The energy extracted from this type of irradiation could be explained through a particle that until then was not detectable by the lack of adequate instruments. The particle did not contain mass or electric charge and kept the speed of light constant. In 1934 Enrico Fermi baptized the particle as neutrino.
Mathematical reasoning has revealed that neutrino is the most penetrating of subatomic particles, but at a distance from Earth's diameter only one in ten billion would react with neutrons or protons.

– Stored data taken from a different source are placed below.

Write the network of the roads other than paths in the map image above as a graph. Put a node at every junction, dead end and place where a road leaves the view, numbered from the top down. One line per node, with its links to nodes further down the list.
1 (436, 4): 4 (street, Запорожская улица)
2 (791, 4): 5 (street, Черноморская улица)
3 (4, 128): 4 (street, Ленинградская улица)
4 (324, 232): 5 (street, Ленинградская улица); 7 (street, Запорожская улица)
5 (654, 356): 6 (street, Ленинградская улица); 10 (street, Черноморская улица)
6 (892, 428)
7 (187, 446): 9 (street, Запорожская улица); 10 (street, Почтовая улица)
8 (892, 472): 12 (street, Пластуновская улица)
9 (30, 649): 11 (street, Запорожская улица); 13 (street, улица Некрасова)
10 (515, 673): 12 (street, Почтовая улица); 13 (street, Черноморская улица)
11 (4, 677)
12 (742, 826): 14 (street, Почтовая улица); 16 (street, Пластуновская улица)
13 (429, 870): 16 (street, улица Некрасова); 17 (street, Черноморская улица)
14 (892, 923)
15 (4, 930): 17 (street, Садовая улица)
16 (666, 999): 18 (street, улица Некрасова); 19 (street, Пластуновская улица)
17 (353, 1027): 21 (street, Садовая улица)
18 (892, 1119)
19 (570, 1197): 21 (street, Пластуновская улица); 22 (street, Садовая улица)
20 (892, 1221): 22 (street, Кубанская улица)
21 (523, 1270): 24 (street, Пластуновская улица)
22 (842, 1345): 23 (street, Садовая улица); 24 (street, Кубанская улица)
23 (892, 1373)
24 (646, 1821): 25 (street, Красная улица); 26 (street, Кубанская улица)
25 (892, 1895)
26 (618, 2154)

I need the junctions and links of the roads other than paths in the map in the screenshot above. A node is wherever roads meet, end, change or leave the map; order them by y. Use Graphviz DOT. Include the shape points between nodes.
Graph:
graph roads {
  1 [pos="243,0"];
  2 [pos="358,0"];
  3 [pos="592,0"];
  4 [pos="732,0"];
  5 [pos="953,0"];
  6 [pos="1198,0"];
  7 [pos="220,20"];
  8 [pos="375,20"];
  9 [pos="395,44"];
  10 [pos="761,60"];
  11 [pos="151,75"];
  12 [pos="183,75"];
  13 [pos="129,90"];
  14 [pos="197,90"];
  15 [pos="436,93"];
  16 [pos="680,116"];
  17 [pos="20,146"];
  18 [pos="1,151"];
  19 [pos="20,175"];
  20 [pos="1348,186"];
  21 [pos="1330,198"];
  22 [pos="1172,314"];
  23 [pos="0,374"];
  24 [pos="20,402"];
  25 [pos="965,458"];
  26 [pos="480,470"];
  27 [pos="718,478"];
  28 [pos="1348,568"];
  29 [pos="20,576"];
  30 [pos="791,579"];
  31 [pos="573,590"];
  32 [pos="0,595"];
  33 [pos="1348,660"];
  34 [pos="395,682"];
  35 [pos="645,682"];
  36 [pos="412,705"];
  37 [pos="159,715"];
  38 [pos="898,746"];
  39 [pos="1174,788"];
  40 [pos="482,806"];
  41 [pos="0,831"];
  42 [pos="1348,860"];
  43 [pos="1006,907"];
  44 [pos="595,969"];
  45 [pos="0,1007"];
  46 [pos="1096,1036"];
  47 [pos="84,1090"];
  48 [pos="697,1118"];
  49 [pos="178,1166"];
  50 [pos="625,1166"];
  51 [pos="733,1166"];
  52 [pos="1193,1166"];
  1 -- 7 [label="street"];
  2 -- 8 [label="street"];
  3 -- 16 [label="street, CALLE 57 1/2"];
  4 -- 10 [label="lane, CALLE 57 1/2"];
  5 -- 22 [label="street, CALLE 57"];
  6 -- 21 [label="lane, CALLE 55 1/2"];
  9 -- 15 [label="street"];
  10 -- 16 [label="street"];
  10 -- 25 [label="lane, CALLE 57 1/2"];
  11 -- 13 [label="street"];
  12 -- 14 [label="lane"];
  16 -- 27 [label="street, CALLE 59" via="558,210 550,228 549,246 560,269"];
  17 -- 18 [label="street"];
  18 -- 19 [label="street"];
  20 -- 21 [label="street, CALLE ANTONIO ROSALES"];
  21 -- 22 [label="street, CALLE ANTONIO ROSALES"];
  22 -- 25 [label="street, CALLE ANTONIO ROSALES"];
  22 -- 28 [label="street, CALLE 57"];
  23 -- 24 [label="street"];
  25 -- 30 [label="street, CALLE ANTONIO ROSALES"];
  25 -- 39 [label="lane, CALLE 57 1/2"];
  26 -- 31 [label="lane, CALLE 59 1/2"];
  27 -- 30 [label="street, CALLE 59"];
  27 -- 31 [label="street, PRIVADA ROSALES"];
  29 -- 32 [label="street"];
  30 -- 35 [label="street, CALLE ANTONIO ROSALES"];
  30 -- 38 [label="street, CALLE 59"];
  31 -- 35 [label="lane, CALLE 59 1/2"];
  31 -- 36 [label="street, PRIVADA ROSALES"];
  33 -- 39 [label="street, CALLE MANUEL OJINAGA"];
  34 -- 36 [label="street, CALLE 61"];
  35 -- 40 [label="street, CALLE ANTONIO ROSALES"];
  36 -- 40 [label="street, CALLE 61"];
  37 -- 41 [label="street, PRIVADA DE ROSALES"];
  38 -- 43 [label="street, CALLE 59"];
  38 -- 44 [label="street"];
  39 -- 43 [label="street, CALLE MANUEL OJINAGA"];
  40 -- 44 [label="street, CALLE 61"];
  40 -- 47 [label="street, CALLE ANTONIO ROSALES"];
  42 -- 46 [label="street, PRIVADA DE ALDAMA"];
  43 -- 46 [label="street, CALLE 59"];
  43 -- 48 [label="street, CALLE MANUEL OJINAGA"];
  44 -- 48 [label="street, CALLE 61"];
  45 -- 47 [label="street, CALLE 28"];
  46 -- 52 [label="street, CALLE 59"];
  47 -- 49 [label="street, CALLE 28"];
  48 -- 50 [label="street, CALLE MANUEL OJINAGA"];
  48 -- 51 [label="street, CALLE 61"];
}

In 1956 neutrinos were detected experimentally for the first time, when a beam of antineutrines from a nuclear reactor removed protons resulting in neutrons and positrons (positive electrons).
Then the neutrino began to give headaches. On the one hand, I was not sure it was without mass, and on the other hand there were two or three types of very different characteristics (the so-called e is assigned to the electron and the mu to the muon). Sixty years after the invention of neutrino, Hime and Jalley (while studying beta disintegration of sulfur 35) discovered that the mass of an unknown type of neutrino or neutrino was sufficient to review much of theoretical physics.
Hime and Jalley have failed to capture the heavy neutrino, but based on the principle of energy conservation and calculating the energy released by the sulfur atom in disintegration, they have extracted the energy of the electron with a mass of 17 keV. The mass is not large, of course, if it is compared to 511 keV of the electron, but it is much greater than previously thought.
Hime and Jalley may be wrong, so the most prudent thing is not to draw conclusions before checking their work.